The women perform the role of priestess. During the time of Okonkwo's boyhood, there used to be a priestess who was a woman indeed and was known as Chika. She was a god full of power and was greatly feared among the members of the Ibo tribe. In the novel, there is no point where Okwonko is seen as a pleader with any woman, whatever the reason. The fact that Okwonko is threatened by a goddess to give her his daughter is enough to say that women have a priestess power that has allowed them to rule over men and make final decisions. Again it is quoted that for Ekwefi "The only woman with whom they shared with and talked was known as Chielo. She was the main oracle of hills and caves and was the priestess of Agbala. They were so fond of each other that they shared the same place in the market place. Chielo was so fond of Ezinma that she could send her mother some beancakes to take them to her. Hence anyone who would come across Chielo in ordinary life would hardly believe that she was the same person who used to prophesy when Agbala spirits posed her (6.17)" in Ibo society Chielo is deemed to be an example of a powerful woman figure the only priestess of the main god. She is an ordinary public figure in this society but when the spirits takes control of her she changes immediately and more of the ordinary and common figure people are used to. Thus it is automatically proved that it is only when a woman has behind her such kind of supernatural power that she is dully and readily respected by men. This brings about the fact that despite their unappreciated presence women are still present within the Ibo community.

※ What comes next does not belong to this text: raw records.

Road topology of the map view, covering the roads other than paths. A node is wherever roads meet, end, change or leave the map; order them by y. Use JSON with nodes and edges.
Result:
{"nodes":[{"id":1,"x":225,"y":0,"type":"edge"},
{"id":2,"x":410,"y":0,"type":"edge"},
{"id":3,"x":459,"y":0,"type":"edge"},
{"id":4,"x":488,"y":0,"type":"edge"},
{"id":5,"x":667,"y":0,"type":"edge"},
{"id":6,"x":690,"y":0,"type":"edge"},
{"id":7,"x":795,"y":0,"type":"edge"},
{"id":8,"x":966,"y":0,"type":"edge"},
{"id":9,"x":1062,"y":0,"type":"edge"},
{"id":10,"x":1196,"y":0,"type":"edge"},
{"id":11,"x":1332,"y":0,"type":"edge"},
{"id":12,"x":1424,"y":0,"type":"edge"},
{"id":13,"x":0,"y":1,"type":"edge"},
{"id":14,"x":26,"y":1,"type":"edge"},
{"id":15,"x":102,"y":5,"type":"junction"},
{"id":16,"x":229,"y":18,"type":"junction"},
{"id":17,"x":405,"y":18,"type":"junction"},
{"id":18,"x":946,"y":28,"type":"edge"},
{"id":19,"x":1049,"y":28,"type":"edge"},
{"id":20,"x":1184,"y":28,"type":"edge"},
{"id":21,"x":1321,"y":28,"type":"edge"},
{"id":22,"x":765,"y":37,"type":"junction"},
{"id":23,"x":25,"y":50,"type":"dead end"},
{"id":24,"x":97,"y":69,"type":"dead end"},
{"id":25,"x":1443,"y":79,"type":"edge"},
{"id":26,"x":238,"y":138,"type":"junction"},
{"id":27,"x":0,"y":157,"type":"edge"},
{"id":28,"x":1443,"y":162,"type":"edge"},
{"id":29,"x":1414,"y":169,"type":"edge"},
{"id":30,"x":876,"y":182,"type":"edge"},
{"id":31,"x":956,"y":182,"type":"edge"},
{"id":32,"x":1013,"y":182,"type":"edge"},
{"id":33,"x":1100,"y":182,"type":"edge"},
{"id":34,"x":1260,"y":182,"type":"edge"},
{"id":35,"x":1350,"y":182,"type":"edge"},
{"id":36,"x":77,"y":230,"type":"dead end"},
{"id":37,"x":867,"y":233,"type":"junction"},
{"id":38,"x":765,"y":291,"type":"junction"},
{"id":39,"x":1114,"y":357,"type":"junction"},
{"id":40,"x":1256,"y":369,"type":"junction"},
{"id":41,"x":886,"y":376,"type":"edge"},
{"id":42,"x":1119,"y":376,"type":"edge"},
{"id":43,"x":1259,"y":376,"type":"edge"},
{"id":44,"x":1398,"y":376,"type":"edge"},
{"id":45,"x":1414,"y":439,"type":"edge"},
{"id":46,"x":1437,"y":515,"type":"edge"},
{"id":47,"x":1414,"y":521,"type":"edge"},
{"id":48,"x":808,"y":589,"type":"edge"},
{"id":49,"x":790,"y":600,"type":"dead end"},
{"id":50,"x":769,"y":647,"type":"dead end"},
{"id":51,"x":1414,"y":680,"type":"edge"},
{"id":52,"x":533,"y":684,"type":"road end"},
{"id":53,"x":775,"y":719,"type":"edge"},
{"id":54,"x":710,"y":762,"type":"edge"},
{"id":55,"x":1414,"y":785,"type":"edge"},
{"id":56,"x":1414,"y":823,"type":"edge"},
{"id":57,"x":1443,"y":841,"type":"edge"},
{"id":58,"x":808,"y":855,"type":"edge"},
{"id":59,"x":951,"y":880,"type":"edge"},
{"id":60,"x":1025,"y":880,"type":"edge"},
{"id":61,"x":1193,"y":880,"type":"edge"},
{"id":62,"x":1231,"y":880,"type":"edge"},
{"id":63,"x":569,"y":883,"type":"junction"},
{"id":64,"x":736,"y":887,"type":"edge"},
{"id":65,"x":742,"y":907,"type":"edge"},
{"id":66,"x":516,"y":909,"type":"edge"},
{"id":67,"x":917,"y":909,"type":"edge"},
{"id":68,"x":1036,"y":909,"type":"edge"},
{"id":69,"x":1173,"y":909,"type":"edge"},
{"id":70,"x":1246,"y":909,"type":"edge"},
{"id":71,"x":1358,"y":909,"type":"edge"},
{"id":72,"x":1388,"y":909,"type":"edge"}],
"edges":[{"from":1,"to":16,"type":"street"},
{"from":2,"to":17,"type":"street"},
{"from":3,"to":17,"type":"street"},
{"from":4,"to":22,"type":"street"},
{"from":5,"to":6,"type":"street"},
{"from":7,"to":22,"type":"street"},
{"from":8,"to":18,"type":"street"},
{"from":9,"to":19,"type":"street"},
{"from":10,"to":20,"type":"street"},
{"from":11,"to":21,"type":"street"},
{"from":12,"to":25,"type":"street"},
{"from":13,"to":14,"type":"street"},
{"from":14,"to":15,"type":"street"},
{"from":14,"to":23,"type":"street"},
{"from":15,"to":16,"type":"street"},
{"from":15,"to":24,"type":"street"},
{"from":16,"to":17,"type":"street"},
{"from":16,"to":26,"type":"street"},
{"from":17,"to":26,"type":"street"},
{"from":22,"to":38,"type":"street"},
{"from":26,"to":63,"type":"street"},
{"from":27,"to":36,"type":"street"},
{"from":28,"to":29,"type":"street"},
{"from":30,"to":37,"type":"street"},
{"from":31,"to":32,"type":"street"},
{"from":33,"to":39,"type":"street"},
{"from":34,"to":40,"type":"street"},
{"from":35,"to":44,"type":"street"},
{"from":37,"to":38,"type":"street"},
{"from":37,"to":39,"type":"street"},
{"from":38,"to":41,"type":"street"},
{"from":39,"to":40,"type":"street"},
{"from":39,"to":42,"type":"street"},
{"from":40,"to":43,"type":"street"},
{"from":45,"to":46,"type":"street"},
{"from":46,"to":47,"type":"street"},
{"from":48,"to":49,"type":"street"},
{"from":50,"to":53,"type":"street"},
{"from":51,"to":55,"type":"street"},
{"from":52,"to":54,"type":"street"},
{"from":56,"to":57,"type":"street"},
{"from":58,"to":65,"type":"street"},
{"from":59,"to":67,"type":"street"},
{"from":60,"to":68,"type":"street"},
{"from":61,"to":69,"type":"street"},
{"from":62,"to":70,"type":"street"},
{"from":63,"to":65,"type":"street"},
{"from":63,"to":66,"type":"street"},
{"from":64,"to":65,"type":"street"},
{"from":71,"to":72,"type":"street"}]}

In Chinua Achebe's Things Fall Apart the role of women is heavily limited in both their power and authority. It is noted that Okonkwo is a very aggrieved man indeed, "He literally mourned for the Ibo society which in his own perspective viewed it as one that was breaking and falling apart. He also deeply felt for the war like men of Umuofia, who all of a sudden had become soft land tender like the women. (21.25)". This breaking activity of the Umuofia people was a signal of weakness femininity and weakness. He once regarded his clan with great value as they shown the masculinity aspect of it, but afterwards mourns his clan after it adapts to femininity. It is clear that in the Ibo society, women are viewed to hold very significant roles and tasks as compared to the men; hence they act as nurturers, priestesses and earth goddesses.